Revised: 20-Apr-2013

The apostle Paul asserted in Romans 11:1 that God had not rejected his people. Speaking metaphorically, he went on to compare the people of Israel to a cultivated olive tree. Because of unbelief, some, but not all, of the tree’s branches had been broken off, and a wild olive branch had been grafted to the stock.[1] Paul emphasized, however, that grafting the original branches back to the stock of the cultivated tree would be a much simpler task than grafting a wild olive to it.

Paul spoke about Israel as a “cultivated olive tree” whose rootage was in the Patriarchs, particularly Abraham.[2] Some Bible commentators, however, interpreted the root of the olive tree as Christ or his messianic program.[3] When making that claim, they came dangerously close to endorsing an old, rotten idea: the root represents the New Israel, that is, the Church.

Once an exegete has identified the root of Paul’s metaphor with the Church, he or she cannot easily escape a subsequent and more pernicious conclusion: Israel of the flesh ceased to exist long ago. Rejecting carnal Israel, God gave her place of distinction to another. That other is the Church.

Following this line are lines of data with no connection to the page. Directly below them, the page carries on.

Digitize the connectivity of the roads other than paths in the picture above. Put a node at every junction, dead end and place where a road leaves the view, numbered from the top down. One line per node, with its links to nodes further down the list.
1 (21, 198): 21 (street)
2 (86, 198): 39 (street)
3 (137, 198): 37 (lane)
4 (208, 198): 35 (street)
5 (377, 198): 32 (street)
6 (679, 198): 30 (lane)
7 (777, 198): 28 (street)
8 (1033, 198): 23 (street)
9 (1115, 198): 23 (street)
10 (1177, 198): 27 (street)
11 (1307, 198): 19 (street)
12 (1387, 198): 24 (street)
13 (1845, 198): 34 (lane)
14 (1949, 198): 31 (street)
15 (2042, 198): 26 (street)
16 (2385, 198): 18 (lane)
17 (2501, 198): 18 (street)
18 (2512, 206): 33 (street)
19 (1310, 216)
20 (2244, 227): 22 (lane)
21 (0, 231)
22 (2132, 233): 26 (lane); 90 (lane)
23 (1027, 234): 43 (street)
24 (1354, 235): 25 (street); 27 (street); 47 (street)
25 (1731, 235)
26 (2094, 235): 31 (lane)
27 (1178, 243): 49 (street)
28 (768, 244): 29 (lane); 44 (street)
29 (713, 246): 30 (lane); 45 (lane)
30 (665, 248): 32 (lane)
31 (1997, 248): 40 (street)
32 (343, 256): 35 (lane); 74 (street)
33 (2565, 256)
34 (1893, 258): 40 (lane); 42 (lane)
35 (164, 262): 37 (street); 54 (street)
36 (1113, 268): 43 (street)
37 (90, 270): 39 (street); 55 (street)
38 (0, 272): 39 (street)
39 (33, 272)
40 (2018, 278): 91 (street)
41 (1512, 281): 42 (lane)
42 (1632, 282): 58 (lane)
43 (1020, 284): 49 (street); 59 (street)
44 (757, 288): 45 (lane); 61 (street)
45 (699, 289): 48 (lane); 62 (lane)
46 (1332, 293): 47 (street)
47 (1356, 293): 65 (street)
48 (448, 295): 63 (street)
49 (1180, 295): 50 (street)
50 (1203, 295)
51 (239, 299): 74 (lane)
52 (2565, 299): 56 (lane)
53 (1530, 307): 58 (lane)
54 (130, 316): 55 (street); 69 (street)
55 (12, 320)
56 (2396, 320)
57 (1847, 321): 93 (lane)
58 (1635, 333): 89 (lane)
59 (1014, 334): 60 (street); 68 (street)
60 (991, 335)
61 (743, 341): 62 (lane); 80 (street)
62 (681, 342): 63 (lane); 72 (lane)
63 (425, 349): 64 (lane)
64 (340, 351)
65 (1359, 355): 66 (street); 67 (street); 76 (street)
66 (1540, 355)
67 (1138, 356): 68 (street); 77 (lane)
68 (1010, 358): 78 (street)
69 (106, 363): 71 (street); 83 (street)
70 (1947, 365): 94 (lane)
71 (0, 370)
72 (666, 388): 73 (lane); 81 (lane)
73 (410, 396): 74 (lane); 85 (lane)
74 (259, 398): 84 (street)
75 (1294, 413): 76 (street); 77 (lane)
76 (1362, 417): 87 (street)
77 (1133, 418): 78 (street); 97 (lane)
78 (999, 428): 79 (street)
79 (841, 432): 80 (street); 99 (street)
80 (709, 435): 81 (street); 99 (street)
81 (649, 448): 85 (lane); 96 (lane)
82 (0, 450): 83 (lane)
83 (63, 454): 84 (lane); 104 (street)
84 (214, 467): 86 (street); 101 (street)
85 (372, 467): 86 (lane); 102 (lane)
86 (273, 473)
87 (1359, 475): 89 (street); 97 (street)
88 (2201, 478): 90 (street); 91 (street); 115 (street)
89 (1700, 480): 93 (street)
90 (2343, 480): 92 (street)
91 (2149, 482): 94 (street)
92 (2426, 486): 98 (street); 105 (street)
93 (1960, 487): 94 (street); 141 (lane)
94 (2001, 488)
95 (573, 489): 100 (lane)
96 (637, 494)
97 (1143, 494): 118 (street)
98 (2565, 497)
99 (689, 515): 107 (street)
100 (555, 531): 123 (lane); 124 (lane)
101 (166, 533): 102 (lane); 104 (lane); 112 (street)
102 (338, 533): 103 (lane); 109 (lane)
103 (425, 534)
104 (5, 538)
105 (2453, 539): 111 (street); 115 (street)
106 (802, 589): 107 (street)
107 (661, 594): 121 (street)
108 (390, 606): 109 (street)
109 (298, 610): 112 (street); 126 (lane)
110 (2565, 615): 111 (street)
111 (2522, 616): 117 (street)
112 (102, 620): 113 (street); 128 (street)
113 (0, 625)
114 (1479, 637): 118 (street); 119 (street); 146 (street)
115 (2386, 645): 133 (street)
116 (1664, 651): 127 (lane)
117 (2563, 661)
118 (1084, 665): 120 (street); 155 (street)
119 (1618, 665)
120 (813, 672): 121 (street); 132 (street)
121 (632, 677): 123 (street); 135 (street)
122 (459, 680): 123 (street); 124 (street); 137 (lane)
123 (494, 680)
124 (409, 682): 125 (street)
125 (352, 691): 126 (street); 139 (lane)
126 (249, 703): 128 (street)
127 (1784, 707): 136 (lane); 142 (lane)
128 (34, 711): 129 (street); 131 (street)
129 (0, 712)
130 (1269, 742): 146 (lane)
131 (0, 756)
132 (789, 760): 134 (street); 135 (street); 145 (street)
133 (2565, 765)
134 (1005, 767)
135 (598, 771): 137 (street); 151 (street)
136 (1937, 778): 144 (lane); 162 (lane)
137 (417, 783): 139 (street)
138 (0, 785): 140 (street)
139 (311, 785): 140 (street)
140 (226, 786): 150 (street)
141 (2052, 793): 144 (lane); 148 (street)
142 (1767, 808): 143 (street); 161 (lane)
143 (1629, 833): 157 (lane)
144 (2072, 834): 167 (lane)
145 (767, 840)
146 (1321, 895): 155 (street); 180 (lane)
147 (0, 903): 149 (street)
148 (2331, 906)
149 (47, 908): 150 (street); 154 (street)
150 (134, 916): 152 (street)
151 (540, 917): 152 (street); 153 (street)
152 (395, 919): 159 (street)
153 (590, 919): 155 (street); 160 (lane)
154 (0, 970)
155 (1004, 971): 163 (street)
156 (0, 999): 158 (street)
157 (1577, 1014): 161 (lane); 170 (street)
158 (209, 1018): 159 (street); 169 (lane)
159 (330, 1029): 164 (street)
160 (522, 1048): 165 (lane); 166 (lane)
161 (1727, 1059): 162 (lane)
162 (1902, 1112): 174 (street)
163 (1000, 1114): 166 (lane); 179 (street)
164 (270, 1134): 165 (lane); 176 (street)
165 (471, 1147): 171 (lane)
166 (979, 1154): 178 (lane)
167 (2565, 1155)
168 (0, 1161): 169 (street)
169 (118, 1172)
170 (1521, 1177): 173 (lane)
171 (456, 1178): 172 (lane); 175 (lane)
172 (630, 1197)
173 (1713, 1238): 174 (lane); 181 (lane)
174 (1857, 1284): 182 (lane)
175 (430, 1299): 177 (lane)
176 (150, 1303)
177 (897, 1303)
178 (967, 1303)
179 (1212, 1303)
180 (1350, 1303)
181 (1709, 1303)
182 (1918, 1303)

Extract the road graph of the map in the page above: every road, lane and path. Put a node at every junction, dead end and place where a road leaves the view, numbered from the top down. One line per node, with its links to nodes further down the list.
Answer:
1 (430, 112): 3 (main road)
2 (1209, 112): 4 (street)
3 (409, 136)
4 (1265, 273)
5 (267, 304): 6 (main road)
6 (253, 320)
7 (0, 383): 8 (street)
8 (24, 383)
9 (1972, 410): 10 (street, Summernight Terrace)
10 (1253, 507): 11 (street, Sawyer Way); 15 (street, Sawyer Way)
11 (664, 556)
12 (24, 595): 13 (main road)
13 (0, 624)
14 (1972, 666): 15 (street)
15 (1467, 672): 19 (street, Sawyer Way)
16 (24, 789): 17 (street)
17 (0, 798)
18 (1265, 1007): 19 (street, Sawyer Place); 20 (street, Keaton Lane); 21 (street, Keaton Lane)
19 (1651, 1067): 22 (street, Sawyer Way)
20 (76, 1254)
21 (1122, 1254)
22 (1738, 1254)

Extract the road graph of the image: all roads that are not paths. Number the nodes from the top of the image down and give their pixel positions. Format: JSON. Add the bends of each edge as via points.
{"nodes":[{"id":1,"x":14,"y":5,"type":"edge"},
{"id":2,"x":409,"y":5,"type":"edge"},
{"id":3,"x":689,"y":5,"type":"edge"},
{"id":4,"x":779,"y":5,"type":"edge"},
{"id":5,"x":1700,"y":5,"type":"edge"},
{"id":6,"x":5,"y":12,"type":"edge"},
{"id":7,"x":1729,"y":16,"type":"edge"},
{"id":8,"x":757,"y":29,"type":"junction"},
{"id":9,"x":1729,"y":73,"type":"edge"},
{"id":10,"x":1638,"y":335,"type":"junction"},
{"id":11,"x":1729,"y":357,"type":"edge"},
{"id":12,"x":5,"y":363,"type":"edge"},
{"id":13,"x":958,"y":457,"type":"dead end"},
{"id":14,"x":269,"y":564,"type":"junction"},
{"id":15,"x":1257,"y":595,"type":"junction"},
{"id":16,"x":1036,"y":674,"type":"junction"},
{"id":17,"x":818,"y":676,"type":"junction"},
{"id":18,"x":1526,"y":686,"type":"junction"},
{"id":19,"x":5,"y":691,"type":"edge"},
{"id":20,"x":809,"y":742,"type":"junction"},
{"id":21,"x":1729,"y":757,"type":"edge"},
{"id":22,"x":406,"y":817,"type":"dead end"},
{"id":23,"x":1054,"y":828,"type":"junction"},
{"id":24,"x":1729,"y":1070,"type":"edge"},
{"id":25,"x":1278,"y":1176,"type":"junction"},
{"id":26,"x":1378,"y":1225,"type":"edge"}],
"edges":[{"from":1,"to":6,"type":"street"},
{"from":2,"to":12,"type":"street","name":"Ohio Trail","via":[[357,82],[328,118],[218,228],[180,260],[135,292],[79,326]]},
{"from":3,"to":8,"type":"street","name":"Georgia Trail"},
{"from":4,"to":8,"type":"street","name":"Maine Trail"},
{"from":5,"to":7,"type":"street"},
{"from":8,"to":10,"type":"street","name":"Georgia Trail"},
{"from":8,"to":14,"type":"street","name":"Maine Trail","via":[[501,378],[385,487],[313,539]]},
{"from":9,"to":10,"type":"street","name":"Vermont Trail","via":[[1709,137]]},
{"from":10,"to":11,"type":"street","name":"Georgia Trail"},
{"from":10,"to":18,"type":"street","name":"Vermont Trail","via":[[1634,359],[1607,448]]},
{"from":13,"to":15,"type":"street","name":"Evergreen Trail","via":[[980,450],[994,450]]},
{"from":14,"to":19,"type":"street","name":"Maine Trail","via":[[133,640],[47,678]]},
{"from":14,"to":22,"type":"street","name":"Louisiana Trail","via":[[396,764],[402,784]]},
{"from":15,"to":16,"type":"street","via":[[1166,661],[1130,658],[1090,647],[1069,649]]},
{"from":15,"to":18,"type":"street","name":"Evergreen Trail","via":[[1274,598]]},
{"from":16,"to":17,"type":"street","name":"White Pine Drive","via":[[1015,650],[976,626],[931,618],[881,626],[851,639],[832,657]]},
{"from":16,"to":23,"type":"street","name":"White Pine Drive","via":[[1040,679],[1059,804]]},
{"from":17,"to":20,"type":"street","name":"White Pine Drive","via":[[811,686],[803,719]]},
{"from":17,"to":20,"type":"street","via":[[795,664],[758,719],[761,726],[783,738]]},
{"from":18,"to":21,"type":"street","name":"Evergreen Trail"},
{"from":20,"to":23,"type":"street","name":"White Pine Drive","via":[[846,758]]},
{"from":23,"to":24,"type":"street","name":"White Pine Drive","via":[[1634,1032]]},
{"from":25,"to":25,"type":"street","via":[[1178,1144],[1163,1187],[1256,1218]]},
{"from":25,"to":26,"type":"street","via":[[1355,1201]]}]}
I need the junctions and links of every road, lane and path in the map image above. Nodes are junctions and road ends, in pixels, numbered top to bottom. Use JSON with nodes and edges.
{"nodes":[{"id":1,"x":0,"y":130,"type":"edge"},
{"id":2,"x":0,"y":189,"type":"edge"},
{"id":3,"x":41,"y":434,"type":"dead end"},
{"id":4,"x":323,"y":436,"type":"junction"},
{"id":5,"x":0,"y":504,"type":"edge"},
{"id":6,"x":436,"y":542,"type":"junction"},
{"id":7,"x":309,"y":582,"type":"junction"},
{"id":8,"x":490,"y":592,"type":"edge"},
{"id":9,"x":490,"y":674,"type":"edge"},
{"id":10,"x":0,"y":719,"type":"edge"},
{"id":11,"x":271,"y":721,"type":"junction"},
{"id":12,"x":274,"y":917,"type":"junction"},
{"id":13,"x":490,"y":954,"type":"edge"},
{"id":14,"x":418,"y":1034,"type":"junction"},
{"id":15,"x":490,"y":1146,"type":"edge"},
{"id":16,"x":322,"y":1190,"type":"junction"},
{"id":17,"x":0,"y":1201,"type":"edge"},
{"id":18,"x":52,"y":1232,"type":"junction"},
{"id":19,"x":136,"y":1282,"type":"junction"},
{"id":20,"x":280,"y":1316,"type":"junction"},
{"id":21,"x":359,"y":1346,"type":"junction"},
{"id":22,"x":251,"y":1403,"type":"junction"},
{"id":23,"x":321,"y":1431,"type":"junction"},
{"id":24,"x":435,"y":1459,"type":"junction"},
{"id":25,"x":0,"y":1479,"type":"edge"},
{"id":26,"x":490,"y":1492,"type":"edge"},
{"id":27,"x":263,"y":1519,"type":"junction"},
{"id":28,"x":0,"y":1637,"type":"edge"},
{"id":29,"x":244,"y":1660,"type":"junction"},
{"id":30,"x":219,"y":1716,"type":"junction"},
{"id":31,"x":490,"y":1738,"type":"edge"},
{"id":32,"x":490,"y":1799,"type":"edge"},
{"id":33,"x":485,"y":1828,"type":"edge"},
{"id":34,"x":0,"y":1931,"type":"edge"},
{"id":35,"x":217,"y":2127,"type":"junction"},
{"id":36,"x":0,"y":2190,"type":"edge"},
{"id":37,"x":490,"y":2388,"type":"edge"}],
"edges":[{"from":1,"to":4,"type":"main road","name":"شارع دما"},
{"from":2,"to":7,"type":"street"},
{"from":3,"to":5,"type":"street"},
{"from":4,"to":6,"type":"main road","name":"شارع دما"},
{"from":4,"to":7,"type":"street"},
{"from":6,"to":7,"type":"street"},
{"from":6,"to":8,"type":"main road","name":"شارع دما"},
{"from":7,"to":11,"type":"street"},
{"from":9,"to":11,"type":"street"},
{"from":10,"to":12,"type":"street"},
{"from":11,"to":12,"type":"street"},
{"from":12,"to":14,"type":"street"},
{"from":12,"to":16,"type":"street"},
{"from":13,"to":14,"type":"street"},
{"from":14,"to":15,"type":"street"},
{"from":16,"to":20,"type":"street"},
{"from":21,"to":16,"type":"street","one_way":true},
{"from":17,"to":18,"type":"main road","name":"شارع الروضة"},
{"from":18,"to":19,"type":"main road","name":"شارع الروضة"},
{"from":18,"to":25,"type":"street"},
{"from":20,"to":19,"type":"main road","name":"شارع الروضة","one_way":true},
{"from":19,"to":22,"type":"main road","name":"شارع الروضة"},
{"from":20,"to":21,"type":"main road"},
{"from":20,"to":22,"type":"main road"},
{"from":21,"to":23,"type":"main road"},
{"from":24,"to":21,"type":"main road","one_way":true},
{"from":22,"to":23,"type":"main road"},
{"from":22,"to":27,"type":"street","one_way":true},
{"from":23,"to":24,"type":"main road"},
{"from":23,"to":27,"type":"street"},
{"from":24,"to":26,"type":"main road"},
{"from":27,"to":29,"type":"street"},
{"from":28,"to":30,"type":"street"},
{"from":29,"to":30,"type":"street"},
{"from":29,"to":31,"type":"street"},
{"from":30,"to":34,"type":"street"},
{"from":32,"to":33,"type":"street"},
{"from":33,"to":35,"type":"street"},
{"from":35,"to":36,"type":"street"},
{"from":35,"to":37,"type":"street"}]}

There are two reasons that the olive tree’s root has been wrongly interpreted as symbolizing the Messiah. First, the Greek word ῥίζα (ridza, root) appears in Romans 11:16. There ridza seems to parallel the Greek word ἀπαρχή (aparxe, firstfruits), which calls to mind 1 Corinthians 15:20, 23. There Paul referred to Jesus, whom he regarded as Messiah, as “the aparxe (the firstfruits) of those who have fallen asleep.”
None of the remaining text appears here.